A donor–acceptor zwitterion as a self-assembled hole-selective layer for highly efficient tin-based perovskite solar cells

Abstract

The development of tin-based perovskite solar cells (TPSCs) has lagged far behind that of their lead-based counterparts. Although high-efficiency TPSCs have been reported in recent years, they are all based on poly(3,4-ethylenedioxythiophene):poly(styrenesulfonate) (PEDOT:PSS) as the hole-selective layer (HSL), whose strong acidity and hygroscopicity are undoubtedly highly detrimental to the long-term stability of the devices. Here, a donor–acceptor-type zwitterionic molecule (PyPs) was designed by employing a triphenylamine donor and a benzo[c][1,2,5]thiadiazole acceptor as the molecular backbone, functionalized with a pyridinium sulfonate terminal group. The ionic sulfonate group in PyPs not only exhibits stronger coordination with indium tin oxide (ITO), enabling uniform surface coverage and improved energy-level alignment, but also assists the growth and defect passivation of a tin perovskite.

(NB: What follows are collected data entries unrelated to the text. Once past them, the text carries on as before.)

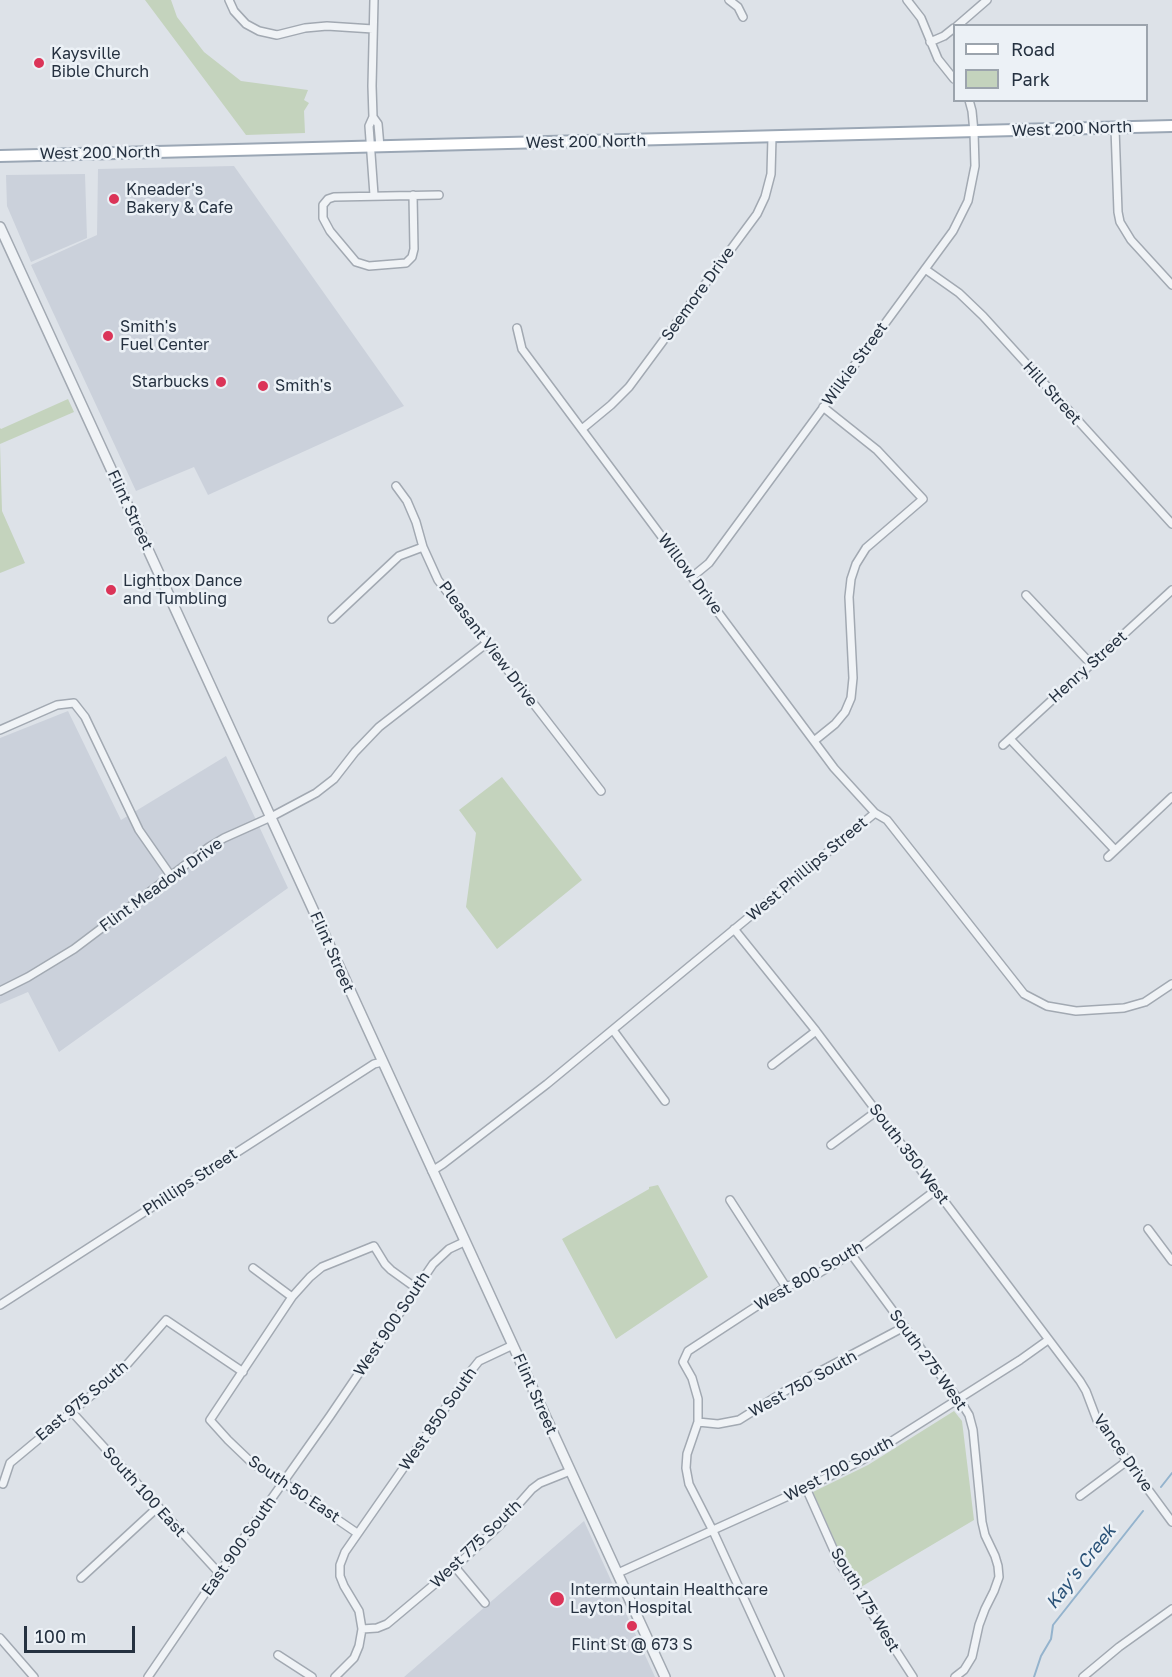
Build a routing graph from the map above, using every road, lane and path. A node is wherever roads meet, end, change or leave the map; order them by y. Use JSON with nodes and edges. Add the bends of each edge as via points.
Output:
{"nodes":[{"id":1,"x":229,"y":0,"type":"edge"},
{"id":2,"x":374,"y":0,"type":"edge"},
{"id":3,"x":729,"y":0,"type":"edge"},
{"id":4,"x":907,"y":0,"type":"edge"},
{"id":5,"x":987,"y":0,"type":"edge"},
{"id":6,"x":743,"y":16,"type":"dead end"},
{"id":7,"x":959,"y":24,"type":"edge"},
{"id":8,"x":373,"y":29,"type":"junction"},
{"id":9,"x":953,"y":29,"type":"edge"},
{"id":10,"x":930,"y":42,"type":"junction"},
{"id":11,"x":953,"y":78,"type":"edge"},
{"id":12,"x":970,"y":102,"type":"edge"},
{"id":13,"x":1172,"y":126,"type":"edge"},
{"id":14,"x":1115,"y":128,"type":"junction"},
{"id":15,"x":975,"y":132,"type":"junction"},
{"id":16,"x":772,"y":137,"type":"junction"},
{"id":17,"x":375,"y":147,"type":"junction"},
{"id":18,"x":0,"y":156,"type":"edge"},
{"id":19,"x":374,"y":195,"type":"junction"},
{"id":20,"x":412,"y":195,"type":"junction"},
{"id":21,"x":439,"y":195,"type":"dead end"},
{"id":22,"x":0,"y":227,"type":"edge"},
{"id":23,"x":925,"y":269,"type":"junction"},
{"id":24,"x":1172,"y":285,"type":"edge"},
{"id":25,"x":517,"y":328,"type":"dead end"},
{"id":26,"x":823,"y":407,"type":"junction"},
{"id":27,"x":582,"y":429,"type":"junction"},
{"id":28,"x":396,"y":486,"type":"dead end"},
{"id":29,"x":1172,"y":524,"type":"edge"},
{"id":30,"x":423,"y":547,"type":"junction"},
{"id":31,"x":692,"y":577,"type":"junction"},
{"id":32,"x":1172,"y":590,"type":"edge"},
{"id":33,"x":1026,"y":595,"type":"dead end"},
{"id":34,"x":332,"y":619,"type":"dead end"},
{"id":35,"x":487,"y":643,"type":"junction"},
{"id":36,"x":1091,"y":664,"type":"junction"},
{"id":37,"x":0,"y":730,"type":"edge"},
{"id":38,"x":1010,"y":738,"type":"junction"},
{"id":39,"x":814,"y":741,"type":"junction"},
{"id":40,"x":1003,"y":744,"type":"dead end"},
{"id":41,"x":600,"y":791,"type":"dead end"},
{"id":42,"x":1172,"y":797,"type":"edge"},
{"id":43,"x":875,"y":813,"type":"junction"},
{"id":44,"x":271,"y":817,"type":"junction"},
{"id":45,"x":1114,"y":850,"type":"junction"},
{"id":46,"x":1108,"y":857,"type":"dead end"},
{"id":47,"x":171,"y":876,"type":"junction"},
{"id":48,"x":734,"y":929,"type":"junction"},
{"id":49,"x":1172,"y":984,"type":"edge"},
{"id":50,"x":0,"y":991,"type":"edge"},
{"id":51,"x":613,"y":1030,"type":"junction"},
{"id":52,"x":816,"y":1031,"type":"junction"},
{"id":53,"x":382,"y":1062,"type":"junction"},
{"id":54,"x":772,"y":1065,"type":"dead end"},
{"id":55,"x":665,"y":1101,"type":"dead end"},
{"id":56,"x":877,"y":1111,"type":"junction"},
{"id":57,"x":831,"y":1145,"type":"dead end"},
{"id":58,"x":432,"y":1171,"type":"junction"},
{"id":59,"x":936,"y":1190,"type":"junction"},
{"id":60,"x":730,"y":1200,"type":"dead end"},
{"id":61,"x":1148,"y":1229,"type":"dead end"},
{"id":62,"x":465,"y":1242,"type":"junction"},
{"id":63,"x":851,"y":1254,"type":"junction"},
{"id":64,"x":1172,"y":1261,"type":"edge"},
{"id":65,"x":253,"y":1268,"type":"dead end"},
{"id":66,"x":786,"y":1287,"type":"junction"},
{"id":67,"x":417,"y":1288,"type":"junction"},
{"id":68,"x":292,"y":1297,"type":"junction"},
{"id":69,"x":0,"y":1305,"type":"edge"},
{"id":70,"x":904,"y":1327,"type":"junction"},
{"id":71,"x":1048,"y":1340,"type":"junction"},
{"id":72,"x":513,"y":1345,"type":"junction"},
{"id":73,"x":243,"y":1372,"type":"junction"},
{"id":74,"x":1080,"y":1381,"type":"joint"},
{"id":75,"x":959,"y":1400,"type":"junction"},
{"id":76,"x":71,"y":1411,"type":"junction"},
{"id":77,"x":330,"y":1416,"type":"joint"},
{"id":78,"x":698,"y":1422,"type":"junction"},
{"id":79,"x":1127,"y":1461,"type":"junction"},
{"id":80,"x":570,"y":1471,"type":"junction"},
{"id":81,"x":283,"y":1483,"type":"junction"},
{"id":82,"x":3,"y":1484,"type":"dead end"},
{"id":83,"x":806,"y":1488,"type":"junction"},
{"id":84,"x":1080,"y":1496,"type":"dead end"},
{"id":85,"x":158,"y":1507,"type":"junction"},
{"id":86,"x":1172,"y":1522,"type":"edge"},
{"id":87,"x":713,"y":1531,"type":"junction"},
{"id":88,"x":357,"y":1533,"type":"junction"},
{"id":89,"x":455,"y":1567,"type":"junction"},
{"id":90,"x":219,"y":1573,"type":"junction"},
{"id":91,"x":618,"y":1573,"type":"junction"},
{"id":92,"x":81,"y":1578,"type":"dead end"},
{"id":93,"x":485,"y":1603,"type":"dead end"},
{"id":94,"x":1172,"y":1609,"type":"edge"},
{"id":95,"x":362,"y":1629,"type":"junction"},
{"id":96,"x":0,"y":1638,"type":"edge"},
{"id":97,"x":278,"y":1655,"type":"dead end"},
{"id":98,"x":34,"y":1677,"type":"edge"},
{"id":99,"x":148,"y":1677,"type":"edge"},
{"id":100,"x":312,"y":1677,"type":"edge"},
{"id":101,"x":335,"y":1677,"type":"edge"},
{"id":102,"x":665,"y":1677,"type":"edge"},
{"id":103,"x":780,"y":1677,"type":"edge"},
{"id":104,"x":913,"y":1677,"type":"edge"},
{"id":105,"x":955,"y":1677,"type":"edge"},
{"id":106,"x":1083,"y":1677,"type":"edge"}],
"edges":[{"from":1,"to":8,"type":"street","via":[[246,24],[259,32],[277,35],[327,26]]},
{"from":2,"to":8,"type":"street"},
{"from":3,"to":6,"type":"street"},
{"from":4,"to":10,"type":"street","via":[[921,18]]},
{"from":5,"to":7,"type":"street"},
{"from":8,"to":17,"type":"street","via":[[373,117],[369,126]]},
{"from":9,"to":10,"type":"street"},
{"from":10,"to":11,"type":"street"},
{"from":12,"to":15,"type":"street","name":"Wilkie Street"},
{"from":13,"to":14,"type":"main road","name":"West 200 North"},
{"from":14,"to":15,"type":"main road","name":"West 200 North"},
{"from":14,"to":24,"type":"street","via":[[1120,222]]},
{"from":15,"to":16,"type":"main road","name":"West 200 North"},
{"from":15,"to":23,"type":"street","name":"Wilkie Street","via":[[975,166],[968,201],[953,231]]},
{"from":16,"to":17,"type":"main road","name":"West 200 North"},
{"from":16,"to":27,"type":"street","name":"Seemore Drive","via":[[771,174],[757,214],[630,387]]},
{"from":17,"to":18,"type":"main road","name":"West 200 North"},
{"from":17,"to":19,"type":"street"},
{"from":19,"to":20,"type":"street"},
{"from":19,"to":20,"type":"street","via":[[334,197],[323,205],[323,218],[330,231],[356,262],[369,266],[410,261],[414,249]]},
{"from":20,"to":21,"type":"street"},
{"from":22,"to":44,"type":"street","name":"Flint Street"},
{"from":23,"to":26,"type":"street","name":"Wilkie Street"},
{"from":23,"to":29,"type":"street","name":"Hill Street","via":[[983,316]]},
{"from":25,"to":27,"type":"street","name":"Willow Drive","via":[[522,349]]},
{"from":26,"to":31,"type":"street","name":"Wilkie Street","via":[[709,563]]},
{"from":26,"to":39,"type":"street","via":[[878,450],[923,499],[866,548],[856,564],[849,597],[854,678],[851,698],[835,724]]},
{"from":27,"to":31,"type":"street","name":"Willow Drive"},
{"from":28,"to":30,"type":"street","name":"Pleasant View Drive","via":[[407,501]]},
{"from":30,"to":34,"type":"street","via":[[399,556]]},
{"from":30,"to":35,"type":"street","name":"Pleasant View Drive","via":[[438,580]]},
{"from":31,"to":39,"type":"street","name":"Willow Drive"},
{"from":32,"to":36,"type":"street","name":"Henry Street"},
{"from":33,"to":36,"type":"street"},
{"from":35,"to":41,"type":"street","name":"Pleasant View Drive"},
{"from":35,"to":44,"type":"street","name":"Flint Meadow Drive","via":[[379,727],[325,786]]},
{"from":36,"to":38,"type":"street","name":"Henry Street"},
{"from":37,"to":47,"type":"street","via":[[57,705],[74,703],[85,717],[139,830]]},
{"from":38,"to":40,"type":"street","name":"Henry Street"},
{"from":38,"to":45,"type":"street"},
{"from":39,"to":43,"type":"street","name":"Willow Drive"},
{"from":42,"to":45,"type":"street"},
{"from":43,"to":48,"type":"street","name":"West Phillips Street"},
{"from":43,"to":49,"type":"street","name":"West Phillips Street","via":[[887,820],[1024,994],[1047,1006],[1076,1011],[1124,1008],[1145,1002]]},
{"from":44,"to":47,"type":"street","name":"Flint Meadow Drive","via":[[225,838]]},
{"from":44,"to":53,"type":"street","name":"Flint Street"},
{"from":45,"to":46,"type":"street"},
{"from":47,"to":50,"type":"street","name":"Flint Meadow Drive","via":[[74,949]]},
{"from":48,"to":51,"type":"street","name":"West Phillips Street"},
{"from":48,"to":52,"type":"street","name":"South 350 West"},
{"from":51,"to":55,"type":"street"},
{"from":51,"to":58,"type":"street","name":"West Phillips Street"},
{"from":52,"to":54,"type":"street"},
{"from":52,"to":56,"type":"street","name":"South 350 West"},
{"from":53,"to":58,"type":"street","name":"Flint Street"},
{"from":53,"to":69,"type":"street","name":"Phillips Street"},
{"from":56,"to":57,"type":"street"},
{"from":56,"to":59,"type":"street","name":"South 350 West"},
{"from":58,"to":62,"type":"street","name":"Flint Street"},
{"from":59,"to":63,"type":"street","name":"West 800 South"},
{"from":59,"to":71,"type":"street","name":"South 350 West"},
{"from":60,"to":66,"type":"street"},
{"from":61,"to":64,"type":"street"},
{"from":62,"to":67,"type":"street","name":"West 900 South","via":[[449,1249],[433,1264]]},
{"from":62,"to":72,"type":"street","name":"Flint Street"},
{"from":63,"to":66,"type":"street","name":"West 800 South"},
{"from":63,"to":70,"type":"street","name":"South 275 West"},
{"from":65,"to":68,"type":"street"},
{"from":66,"to":78,"type":"street","name":"West 800 South","via":[[688,1351],[683,1362],[698,1400]]},
{"from":67,"to":68,"type":"street","via":[[391,1270],[374,1246],[322,1267]]},
{"from":67,"to":77,"type":"street","name":"West 900 South"},
{"from":68,"to":73,"type":"street"},
{"from":70,"to":75,"type":"street","name":"South 275 West"},
{"from":70,"to":78,"type":"street","name":"West 750 South","via":[[798,1383],[739,1420],[727,1424]]},
{"from":71,"to":74,"type":"street","name":"South 350 West"},
{"from":71,"to":75,"type":"street","name":"West 700 South"},
{"from":72,"to":80,"type":"street","name":"Flint Street"},
{"from":72,"to":88,"type":"street","name":"West 850 South","via":[[479,1361]]},
{"from":73,"to":76,"type":"street","name":"East 975 South","via":[[166,1320],[123,1369]]},
{"from":73,"to":81,"type":"street","name":"South 50 East","via":[[210,1420],[251,1462]]},
{"from":74,"to":79,"type":"street","name":"Vance Drive","via":[[1097,1420]]},
{"from":75,"to":83,"type":"street","name":"West 700 South","via":[[862,1460]]},
{"from":75,"to":105,"type":"street","name":"South 275 West","via":[[973,1430],[982,1522],[999,1577],[979,1626],[972,1657]]},
{"from":76,"to":82,"type":"street","name":"East 975 South","via":[[10,1463]]},
{"from":76,"to":85,"type":"street","name":"South 100 East"},
{"from":77,"to":81,"type":"street","name":"East 900 South"},
{"from":78,"to":87,"type":"street","via":[[686,1468],[689,1484]]},
{"from":79,"to":84,"type":"street"},
{"from":79,"to":86,"type":"street","name":"Vance Drive"},
{"from":80,"to":89,"type":"street","name":"West 775 South","via":[[540,1483]]},
{"from":80,"to":91,"type":"street","name":"Flint Street"},
{"from":81,"to":88,"type":"street","name":"South 50 East"},
{"from":81,"to":90,"type":"street","name":"East 900 South"},
{"from":83,"to":87,"type":"street","name":"West 700 South"},
{"from":83,"to":104,"type":"street","name":"South 175 West","via":[[840,1564]]},
{"from":85,"to":90,"type":"street","name":"South 100 East"},
{"from":85,"to":92,"type":"street"},
{"from":87,"to":91,"type":"street","name":"West 700 South"},
{"from":87,"to":103,"type":"street"},
{"from":88,"to":95,"type":"street","name":"West 850 South","via":[[345,1552],[340,1576],[359,1611]]},
{"from":89,"to":93,"type":"street"},
{"from":89,"to":95,"type":"street","name":"West 775 South","via":[[387,1624]]},
{"from":90,"to":99,"type":"street","name":"East 900 South"},
{"from":91,"to":102,"type":"street","name":"Flint Street"},
{"from":94,"to":106,"type":"street"},
{"from":95,"to":101,"type":"street","via":[[354,1658]]},
{"from":96,"to":98,"type":"street"},
{"from":97,"to":100,"type":"street"}]}
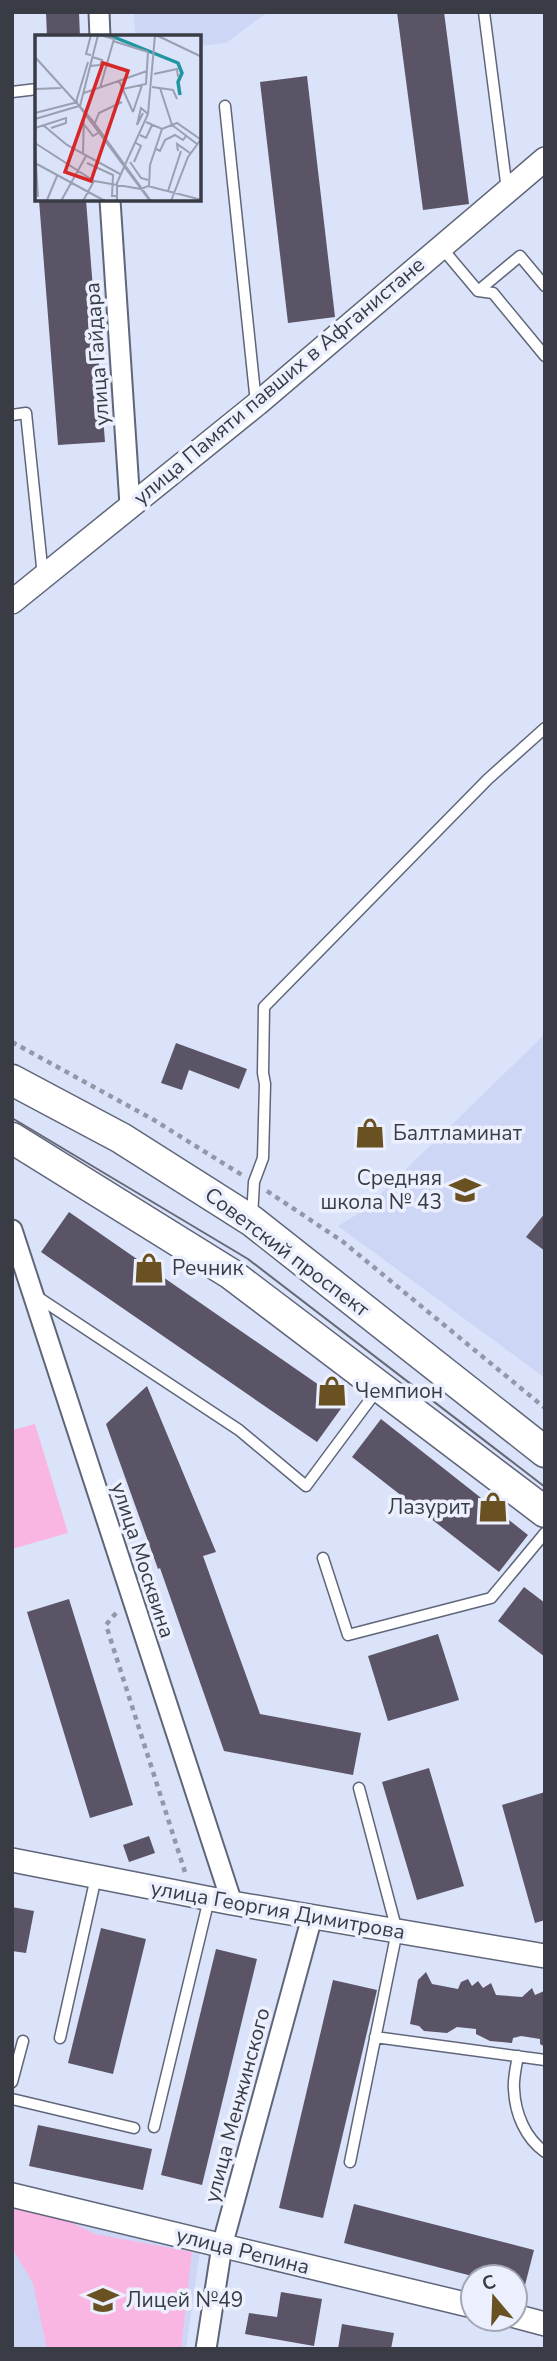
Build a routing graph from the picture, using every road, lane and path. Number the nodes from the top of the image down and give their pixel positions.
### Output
1 (99, 12) edge
2 (484, 12) edge
3 (100, 35) edge
4 (35, 89) edge
5 (12, 92) edge
6 (225, 106) dead end
7 (545, 159) edge
8 (507, 191) junction
9 (110, 201) edge
10 (442, 247) junction
11 (545, 286) edge
12 (478, 291) junction
13 (545, 356) edge
14 (257, 404) junction
15 (12, 415) edge
16 (130, 505) junction
17 (43, 576) junction
18 (12, 602) edge
19 (545, 728) edge
20 (12, 1080) edge
21 (12, 1138) edge
22 (252, 1221) junction
23 (12, 1230) edge
24 (31, 1292) junction
25 (381, 1386) junction
26 (545, 1452) edge
27 (545, 1512) edge
28 (545, 1533) edge
29 (323, 1558) dead end
30 (119, 1609) dead end
31 (359, 1788) dead end
32 (12, 1860) edge
33 (97, 1877) junction
34 (201, 1897) junction
35 (232, 1903) junction
36 (312, 1917) junction
37 (397, 1931) junction
38 (545, 1956) edge
39 (375, 2037) junction
40 (60, 2038) dead end
41 (23, 2041) dead end
42 (518, 2056) junction
43 (545, 2060) edge
44 (12, 2082) edge
45 (12, 2099) edge
46 (154, 2127) dead end
47 (134, 2128) dead end
48 (545, 2151) edge
49 (350, 2162) dead end
50 (12, 2195) edge
51 (222, 2246) junction
52 (459, 2303) edge
53 (206, 2349) edge

1 - 3 street
2 - 8 lane
4 - 5 lane
6 - 14 lane
7 - 8 street, улица Памяти павших в Афганистане
8 - 10 street, улица Памяти павших в Афганистане
9 - 16 street, улица Гайдара
10 - 12 lane
10 - 14 street, улица Памяти павших в Афганистане
11 - 12 lane
12 - 13 lane
14 - 16 street, улица Памяти павших в Афганистане
15 - 17 lane
16 - 17 street, улица Памяти павших в Афганистане
17 - 18 street, улица Памяти павших в Афганистане
19 - 22 lane
20 - 22 main road, Советский проспект
21 - 25 main road
22 - 26 main road, Советский проспект
23 - 24 street, улица Москвина
24 - 25 lane
24 - 35 street, улица Москвина
25 - 27 main road
28 - 29 lane
30 - 34 path
31 - 37 lane
32 - 33 street, улица Георгия Димитрова
33 - 34 street, улица Георгия Димитрова
33 - 40 lane
34 - 35 street, улица Георгия Димитрова
34 - 46 lane
35 - 36 street, улица Георгия Димитрова
36 - 37 street, улица Георгия Димитрова
36 - 51 street, улица Менжинского
37 - 38 street, улица Георгия Димитрова
37 - 39 lane
39 - 42 lane
39 - 49 lane
41 - 44 lane
42 - 43 lane
42 - 48 lane
45 - 47 lane
50 - 51 street, улица Репина
51 - 52 street, улица Репина
51 - 53 street, улица Менжинского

As a result, high-quality Sn-based perovskite films can be obtained along with accelerated interfacial charge extraction and suppressed non-radiative recombination losses. Encouragingly, PyPs-based devices deliver a champion power conversion efficiency (PCE) of 12.18%, representing the highest efficiency reported to date for TPSCs based on alternative HSLs to PEDOT:PSS. Moreover, unencapsulated PyPs-based devices retain 90% of their initial PCE after 1800 h of storage. This work highlights the potential of rational molecular design in the exploration of alternative HSLs for efficient and stable TPSCs.